しかし、ここで逆らっても何も良いことはない。
「いいでしょう」
勝男は水汲み場に向かった。
新しく汲み上げられた水——まだ浄化していない水——がそこにあった。
手を浸す。
水は命だ。
今日二度目の浄化。体に負担がかかるが、仕方がない。
光が広がる。
騎士は目を丸くした。
「本当に……光って……」
浄化が終わると、勝男は騎士に向き直った。
「これで満足ですか」
騎士は黙って馬を降りた。
そして、水汲み場に近づき、水を掬って飲んだ。
「……美味い」
騎士は呟いた。
「この水は……城下町の井戸水より遥かに……」
「当たり前です。浄化してますから」
騎士は勝男を見つめた。
先ほどまでの横柄さは消えていた。代わりにあるのは——驚嘆と、何か別の感情。
「辺境伯様がお召しになる」
騎士は言った。
「ヴェルニアへ来い。この力を城下町で使ってほしいとのことだ」
勝男は困った顔をした。
「城下町? 俺はこの村の水道をまだ完成させてないんですけど」
「村の水道?」
「下水道も作らないといけないし、維持管理の仕組みも——」
「そんなことはどうでもいい」
騎士は遮った。
「城下町では毎日何十人も死んでいる。

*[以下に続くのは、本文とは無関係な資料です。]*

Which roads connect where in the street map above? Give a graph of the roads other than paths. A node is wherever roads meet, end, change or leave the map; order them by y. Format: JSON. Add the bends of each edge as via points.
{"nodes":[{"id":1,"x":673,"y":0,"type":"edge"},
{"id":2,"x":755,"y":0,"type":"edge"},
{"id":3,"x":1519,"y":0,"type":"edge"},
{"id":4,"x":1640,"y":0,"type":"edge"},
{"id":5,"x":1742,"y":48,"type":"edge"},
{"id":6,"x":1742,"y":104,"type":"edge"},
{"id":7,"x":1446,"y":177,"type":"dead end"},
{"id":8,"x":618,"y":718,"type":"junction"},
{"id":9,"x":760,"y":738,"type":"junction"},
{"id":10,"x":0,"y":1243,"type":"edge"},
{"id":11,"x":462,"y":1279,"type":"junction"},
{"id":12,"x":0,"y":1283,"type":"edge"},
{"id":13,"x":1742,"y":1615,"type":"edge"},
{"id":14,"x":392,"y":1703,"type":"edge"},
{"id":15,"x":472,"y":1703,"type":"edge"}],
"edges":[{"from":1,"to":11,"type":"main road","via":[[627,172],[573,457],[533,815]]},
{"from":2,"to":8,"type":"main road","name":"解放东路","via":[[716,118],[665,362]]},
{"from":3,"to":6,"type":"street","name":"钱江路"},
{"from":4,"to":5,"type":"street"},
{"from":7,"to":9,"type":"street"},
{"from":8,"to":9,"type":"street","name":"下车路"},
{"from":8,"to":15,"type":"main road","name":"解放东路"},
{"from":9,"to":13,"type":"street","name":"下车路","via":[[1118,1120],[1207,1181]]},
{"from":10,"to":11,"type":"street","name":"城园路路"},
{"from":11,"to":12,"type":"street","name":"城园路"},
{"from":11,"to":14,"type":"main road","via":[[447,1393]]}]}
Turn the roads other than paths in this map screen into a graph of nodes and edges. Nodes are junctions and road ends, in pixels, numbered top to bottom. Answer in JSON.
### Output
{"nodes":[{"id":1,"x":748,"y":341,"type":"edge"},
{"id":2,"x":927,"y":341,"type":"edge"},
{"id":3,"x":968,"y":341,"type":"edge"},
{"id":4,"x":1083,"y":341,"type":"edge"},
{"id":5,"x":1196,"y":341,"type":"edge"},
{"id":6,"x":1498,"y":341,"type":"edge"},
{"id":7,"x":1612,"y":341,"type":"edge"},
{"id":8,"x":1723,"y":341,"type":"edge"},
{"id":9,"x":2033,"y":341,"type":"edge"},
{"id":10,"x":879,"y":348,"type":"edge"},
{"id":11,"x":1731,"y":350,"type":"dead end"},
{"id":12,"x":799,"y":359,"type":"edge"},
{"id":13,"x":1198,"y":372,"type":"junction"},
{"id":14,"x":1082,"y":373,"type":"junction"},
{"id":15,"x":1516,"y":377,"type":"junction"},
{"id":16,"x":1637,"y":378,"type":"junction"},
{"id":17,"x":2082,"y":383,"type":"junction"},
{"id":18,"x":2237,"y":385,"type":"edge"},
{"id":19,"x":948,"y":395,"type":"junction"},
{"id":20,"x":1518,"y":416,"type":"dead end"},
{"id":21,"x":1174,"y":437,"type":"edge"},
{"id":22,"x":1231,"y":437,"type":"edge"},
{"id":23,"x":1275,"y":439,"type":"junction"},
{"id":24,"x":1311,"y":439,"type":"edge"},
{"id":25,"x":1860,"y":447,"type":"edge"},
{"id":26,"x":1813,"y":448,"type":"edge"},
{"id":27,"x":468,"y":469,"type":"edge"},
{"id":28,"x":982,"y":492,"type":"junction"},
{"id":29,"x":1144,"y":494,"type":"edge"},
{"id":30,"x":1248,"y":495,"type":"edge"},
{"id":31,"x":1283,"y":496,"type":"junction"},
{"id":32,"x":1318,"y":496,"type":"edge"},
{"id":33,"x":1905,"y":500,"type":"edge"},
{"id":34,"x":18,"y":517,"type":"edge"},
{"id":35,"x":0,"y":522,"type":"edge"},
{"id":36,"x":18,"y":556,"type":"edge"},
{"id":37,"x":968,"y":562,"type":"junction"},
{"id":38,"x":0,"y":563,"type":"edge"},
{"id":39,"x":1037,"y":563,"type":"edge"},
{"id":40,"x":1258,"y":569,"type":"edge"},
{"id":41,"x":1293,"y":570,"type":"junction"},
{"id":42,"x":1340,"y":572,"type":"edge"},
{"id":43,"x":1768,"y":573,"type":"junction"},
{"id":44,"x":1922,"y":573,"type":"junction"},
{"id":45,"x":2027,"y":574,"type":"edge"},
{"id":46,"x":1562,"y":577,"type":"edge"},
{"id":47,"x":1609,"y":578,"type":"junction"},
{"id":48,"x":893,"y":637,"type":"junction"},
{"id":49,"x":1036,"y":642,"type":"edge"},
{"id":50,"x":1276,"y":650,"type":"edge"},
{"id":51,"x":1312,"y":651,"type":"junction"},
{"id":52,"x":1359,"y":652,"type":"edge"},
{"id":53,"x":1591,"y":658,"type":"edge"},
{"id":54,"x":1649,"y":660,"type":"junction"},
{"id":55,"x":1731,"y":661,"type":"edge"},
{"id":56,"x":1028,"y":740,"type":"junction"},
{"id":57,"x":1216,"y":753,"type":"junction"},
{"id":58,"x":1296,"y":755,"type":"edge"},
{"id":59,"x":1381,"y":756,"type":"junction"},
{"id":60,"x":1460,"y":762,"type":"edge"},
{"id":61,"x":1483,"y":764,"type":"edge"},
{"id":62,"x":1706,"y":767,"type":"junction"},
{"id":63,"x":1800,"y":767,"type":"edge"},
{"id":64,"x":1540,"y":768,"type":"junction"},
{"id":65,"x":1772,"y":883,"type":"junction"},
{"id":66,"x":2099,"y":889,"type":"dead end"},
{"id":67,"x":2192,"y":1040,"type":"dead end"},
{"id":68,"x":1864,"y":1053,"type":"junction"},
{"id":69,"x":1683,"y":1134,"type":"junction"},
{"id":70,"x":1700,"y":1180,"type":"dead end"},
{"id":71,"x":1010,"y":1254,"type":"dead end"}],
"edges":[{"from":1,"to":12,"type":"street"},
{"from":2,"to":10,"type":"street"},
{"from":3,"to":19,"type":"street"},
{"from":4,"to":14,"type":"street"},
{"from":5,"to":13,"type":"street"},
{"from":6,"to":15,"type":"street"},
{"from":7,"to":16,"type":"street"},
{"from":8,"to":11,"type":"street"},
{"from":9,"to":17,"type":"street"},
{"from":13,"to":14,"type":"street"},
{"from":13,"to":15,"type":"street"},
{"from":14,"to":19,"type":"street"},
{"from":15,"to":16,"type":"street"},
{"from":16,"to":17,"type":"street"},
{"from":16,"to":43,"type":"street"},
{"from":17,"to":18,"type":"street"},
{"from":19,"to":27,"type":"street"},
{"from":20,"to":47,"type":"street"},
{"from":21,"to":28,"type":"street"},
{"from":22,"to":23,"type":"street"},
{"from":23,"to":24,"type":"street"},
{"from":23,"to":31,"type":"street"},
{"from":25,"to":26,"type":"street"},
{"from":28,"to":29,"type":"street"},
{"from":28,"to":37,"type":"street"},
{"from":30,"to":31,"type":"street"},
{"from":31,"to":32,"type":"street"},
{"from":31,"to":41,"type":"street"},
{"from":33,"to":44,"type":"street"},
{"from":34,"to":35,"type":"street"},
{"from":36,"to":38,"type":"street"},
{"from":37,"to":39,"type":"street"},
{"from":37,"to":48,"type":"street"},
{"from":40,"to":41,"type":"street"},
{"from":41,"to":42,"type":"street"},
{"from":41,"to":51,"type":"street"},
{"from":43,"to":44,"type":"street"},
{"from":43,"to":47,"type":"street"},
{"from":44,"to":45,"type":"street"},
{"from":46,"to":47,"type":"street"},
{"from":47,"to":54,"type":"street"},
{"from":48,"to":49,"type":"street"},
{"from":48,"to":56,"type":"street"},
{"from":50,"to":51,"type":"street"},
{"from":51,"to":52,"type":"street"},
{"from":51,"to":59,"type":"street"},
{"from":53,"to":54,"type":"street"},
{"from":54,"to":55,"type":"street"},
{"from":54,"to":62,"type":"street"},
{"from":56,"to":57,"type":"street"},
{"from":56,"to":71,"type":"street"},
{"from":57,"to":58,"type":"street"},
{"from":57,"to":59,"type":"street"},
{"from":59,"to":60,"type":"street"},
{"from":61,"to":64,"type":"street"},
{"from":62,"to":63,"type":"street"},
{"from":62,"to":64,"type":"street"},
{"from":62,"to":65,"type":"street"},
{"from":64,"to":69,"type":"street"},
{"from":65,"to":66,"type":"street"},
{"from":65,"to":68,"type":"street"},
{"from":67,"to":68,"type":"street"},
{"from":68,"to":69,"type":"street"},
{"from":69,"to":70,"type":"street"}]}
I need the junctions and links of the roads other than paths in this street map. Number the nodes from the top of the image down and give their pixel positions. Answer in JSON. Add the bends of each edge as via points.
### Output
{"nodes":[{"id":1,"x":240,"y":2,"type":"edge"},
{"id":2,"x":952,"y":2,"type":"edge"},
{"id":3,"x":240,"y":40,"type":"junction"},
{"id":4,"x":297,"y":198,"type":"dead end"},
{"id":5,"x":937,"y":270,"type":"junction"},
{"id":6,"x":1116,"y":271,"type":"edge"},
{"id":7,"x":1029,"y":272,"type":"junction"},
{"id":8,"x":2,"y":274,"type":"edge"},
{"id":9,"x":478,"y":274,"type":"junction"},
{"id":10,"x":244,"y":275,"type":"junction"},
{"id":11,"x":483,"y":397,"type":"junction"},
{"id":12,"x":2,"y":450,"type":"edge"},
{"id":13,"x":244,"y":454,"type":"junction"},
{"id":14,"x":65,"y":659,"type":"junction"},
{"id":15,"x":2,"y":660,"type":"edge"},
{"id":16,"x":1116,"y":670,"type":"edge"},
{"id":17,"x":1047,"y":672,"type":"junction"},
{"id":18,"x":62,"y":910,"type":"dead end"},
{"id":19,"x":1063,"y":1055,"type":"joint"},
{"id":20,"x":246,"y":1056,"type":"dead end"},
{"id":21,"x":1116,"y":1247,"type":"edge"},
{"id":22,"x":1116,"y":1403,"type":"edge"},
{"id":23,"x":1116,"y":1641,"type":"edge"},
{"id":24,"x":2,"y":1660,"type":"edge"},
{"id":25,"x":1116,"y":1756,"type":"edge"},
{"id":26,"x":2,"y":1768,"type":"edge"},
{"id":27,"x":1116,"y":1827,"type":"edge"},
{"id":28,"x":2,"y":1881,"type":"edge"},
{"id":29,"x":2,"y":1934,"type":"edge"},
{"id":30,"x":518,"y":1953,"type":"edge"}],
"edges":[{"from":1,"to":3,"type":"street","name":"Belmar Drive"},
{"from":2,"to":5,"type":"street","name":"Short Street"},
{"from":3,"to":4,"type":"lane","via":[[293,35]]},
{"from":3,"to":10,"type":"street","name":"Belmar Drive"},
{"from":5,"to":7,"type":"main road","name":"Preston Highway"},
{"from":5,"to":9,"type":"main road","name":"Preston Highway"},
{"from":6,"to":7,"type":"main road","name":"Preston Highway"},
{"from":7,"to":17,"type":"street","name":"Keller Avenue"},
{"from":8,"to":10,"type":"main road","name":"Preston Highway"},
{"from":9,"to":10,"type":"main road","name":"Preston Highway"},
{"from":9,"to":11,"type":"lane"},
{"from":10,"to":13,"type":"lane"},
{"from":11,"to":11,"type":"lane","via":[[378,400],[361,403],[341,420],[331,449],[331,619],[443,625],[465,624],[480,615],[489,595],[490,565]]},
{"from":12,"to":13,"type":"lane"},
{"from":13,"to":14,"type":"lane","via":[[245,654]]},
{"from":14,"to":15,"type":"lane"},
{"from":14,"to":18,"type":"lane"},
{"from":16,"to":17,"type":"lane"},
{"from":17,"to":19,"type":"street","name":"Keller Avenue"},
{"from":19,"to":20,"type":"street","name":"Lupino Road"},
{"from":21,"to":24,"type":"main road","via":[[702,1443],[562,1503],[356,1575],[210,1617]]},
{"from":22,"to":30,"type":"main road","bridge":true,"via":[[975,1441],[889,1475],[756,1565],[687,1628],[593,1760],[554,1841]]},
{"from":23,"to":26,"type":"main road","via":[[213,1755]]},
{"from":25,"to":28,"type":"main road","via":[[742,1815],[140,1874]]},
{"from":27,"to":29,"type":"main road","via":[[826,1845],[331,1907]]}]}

疫病が蔓延して、医者も神官も手が出せない。辺境伯様は藁にもすがる思いで——」
騎士は言葉を切った。
「頼む」
彼は頭を下げた。
「城下町の五万人を救ってくれ」
勝男は驚いた。
あれほど横柄だった騎士が、頭を下げている。
「……わかりました」
勝男は言った。
「ただし、条件があります」
「条件?」
「この村の水道を維持する人員を確保してください。俺がいなくなっても、村人が自分たちで管理できるように」
騎士は頷いた。
「わかった。辺境伯様に伝える」
「それから——」
勝男はリーゼを見た。
「彼女も一緒に行きます。俺の助手として」
リーゼは驚いた顔をした。
「え? 私?」
「あなたは頭がいい。この三週間で、水のことをかなり理解してくれた。城下町の仕事は規模が違う。一人じゃ手が回らない」
騎士は困惑した顔をしたが、すぐに頷いた。
「それも辺境伯様にお伝えする。おそらく許可は下りるだろう」
こうして——
勝男の活動は、小さな村から城下町へと広がっていくことになった。
水道屋の異世界生活は、まだ始まったばかりだった。